La excepción de los servicios de emergencia y de las multas

Los pilotos de la Guardia Civil, de la Policía Nacional y de las policías municipales sí pueden volar los drones en lugares que cuenten con restricciones. Muchos Ayuntamientos de la región han formado a sus agentes y han adquirido aeronaves para controlar concentraciones o actos multitudinarios, buscar personas desaparecidas o incluso para control urbanístico o de tráfico.

Es frecuente ver coches patrulla de distintos municipios aparcados en el aeródromo de Cuatro Vientos, donde se concentran la mayoría de las escuelas de formación de los pilotos. Algunas policías ya han adquirido los drones de más alta tecnología. Algunos llevan incluso cámaras térmicas y de visión nocturna, lo que encarece el precio de adquisición. Su uso se está generalizando en algunas fiestas patronales, donde ya se mezclan con otros dispositivos de seguridad, como las cámaras de videovigilancia en los recintos feriales.
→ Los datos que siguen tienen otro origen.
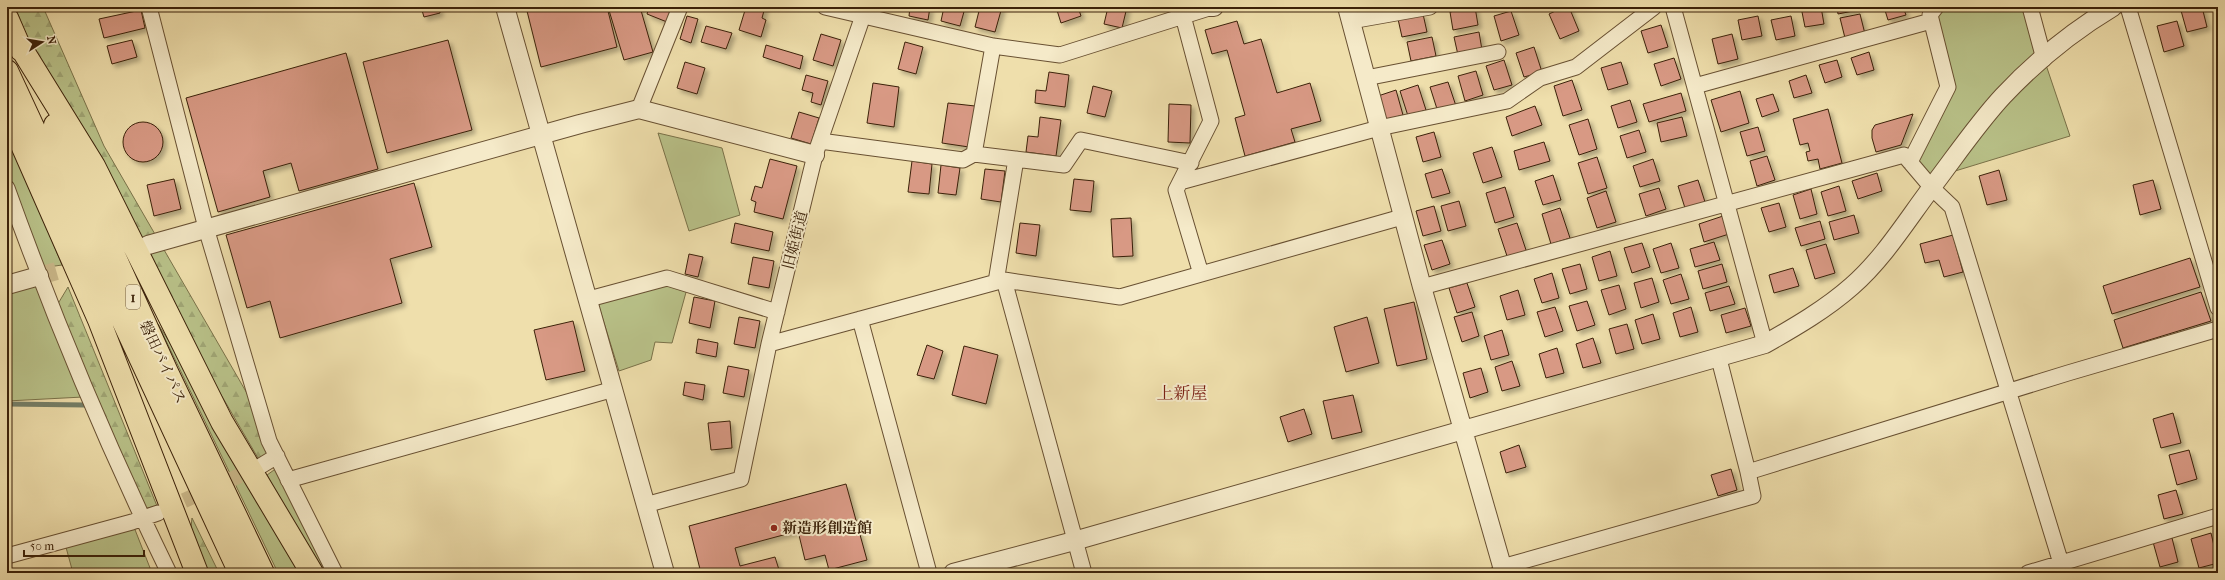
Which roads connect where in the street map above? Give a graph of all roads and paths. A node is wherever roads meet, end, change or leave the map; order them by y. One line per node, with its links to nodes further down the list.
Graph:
1 (149, 7): 38 (street)
2 (505, 7): 27 (street)
3 (680, 7): 24 (street)
4 (825, 7): 13 (street)
5 (1211, 7): 15 (street)
6 (1430, 7): 14 (street)
7 (1654, 7): 26 (street)
8 (1673, 7): 23 (street)
9 (1936, 7): 16 (street)
10 (2030, 7): 20 (street)
11 (2113, 7): 20 (street)
12 (2128, 7): 46 (street)
13 (865, 12): 18 (street); 28 (street, 旧姫街道)
14 (1349, 14): 22 (street)
15 (1183, 16): 18 (street); 32 (street)
16 (1931, 21): 23 (street); 31 (street)
17 (11, 28): 71 (highway, 磐田バイパス / 1); 72 (highway)
18 (993, 46): 29 (street)
19 (1498, 52): 22 (street)
20 (2044, 59): 35 (street)
21 (7, 71): 70 (highway, 磐田バイパス / 1)
22 (1366, 78): 26 (street)
23 (1695, 86): 36 (street)
24 (639, 109): 27 (street); 28 (street)
25 (7, 111): 69 (highway)
26 (1379, 128): 33 (street); 37 (street)
27 (542, 135): 38 (street); 45 (street)
28 (818, 148): 29 (street); 47 (street, 旧姫街道)
29 (974, 154): 30 (street)
30 (1016, 159): 32 (street); 42 (street)
31 (1910, 162): 35 (street); 36 (street)
32 (1191, 163): 33 (street)
33 (1180, 182): 40 (street)
34 (7, 188): 41 (street)
35 (1932, 188): 51 (street); 54 (street)
36 (1727, 203): 44 (street); 51 (street)
37 (1402, 217): 40 (street); 44 (street)
38 (206, 228): 39 (street); 56 (street)
39 (148, 245)
40 (1201, 274): 42 (street)
41 (39, 276): 43 (street); 63 (street)
42 (1000, 281): 48 (street); 64 (street)
43 (7, 285)
44 (1422, 287): 55 (street)
45 (589, 299): 47 (street); 53 (street)
46 (2218, 308)
47 (777, 312): 50 (street, 旧姫街道)
48 (860, 319): 50 (street); 75 (street)
49 (2218, 329): 54 (street)
50 (769, 344): 60 (street, 旧姫街道)
51 (1764, 344): 52 (street)
52 (1719, 359): 55 (street); 58 (street)
53 (614, 389): 59 (street); 60 (street)
54 (2010, 391): 58 (street); 66 (street)
55 (1464, 431): 64 (street); 67 (street)
56 (277, 456): 57 (street); 59 (street)
57 (259, 467)
58 (1748, 472): 67 (street)
59 (288, 480): 73 (street)
60 (645, 505): 74 (street)
61 (158, 513): 63 (street)
62 (2218, 516): 66 (street)
63 (143, 519): 65 (street); 68 (street)
64 (1074, 541): 76 (street); 77 (street)
65 (7, 556)
66 (2062, 568): 78 (street)
67 (1503, 570)
68 (169, 573)
69 (197, 573)
70 (240, 573)
71 (263, 573)
72 (312, 573)
73 (335, 573)
74 (665, 573)
75 (929, 573)
76 (953, 573)
77 (1084, 573)
78 (2028, 573)

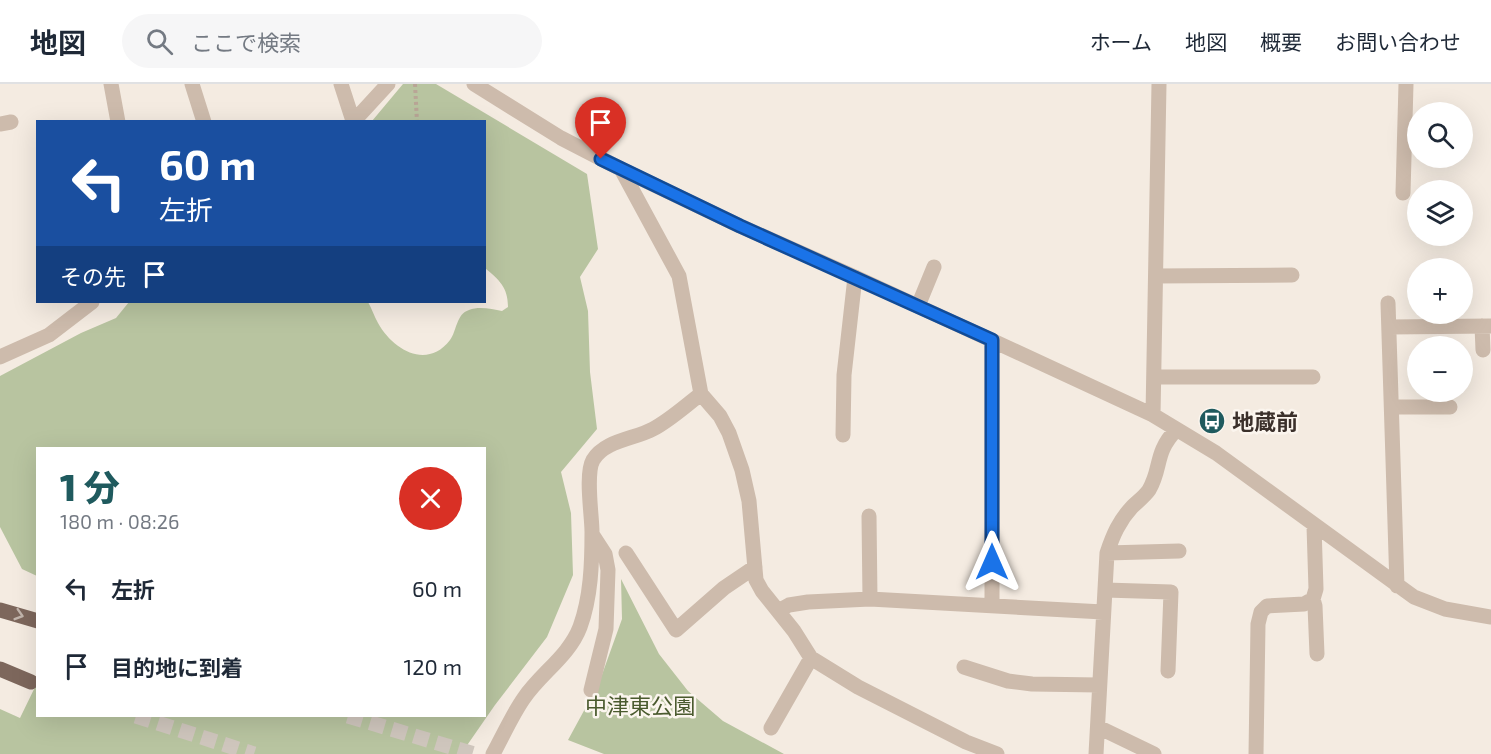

La Dirección General de Tráfico (DGT) también ha puesto en marcha este sistema de vigilancia aéreo. Lo maneja un guardia civil que vigila desde la distancia los puntos en los que se suelen producir más infracciones. Al poder grabar vídeo y fotografías, queda restringida la maniobra peligrosa —como adelantar en lugares prohibidos o ir hablando por el teléfono móvil—. Esto permite parar al conductor más adelante por parte de otra pareja del instituto armado o tramitar la correspondiente denuncia con los datos de la matrícula.

De momento, los drones de la DGT no controlan los excesos de velocidad, pero se están buscando fórmulas para instalarles radares similares a los que ya disponen los helicópteros.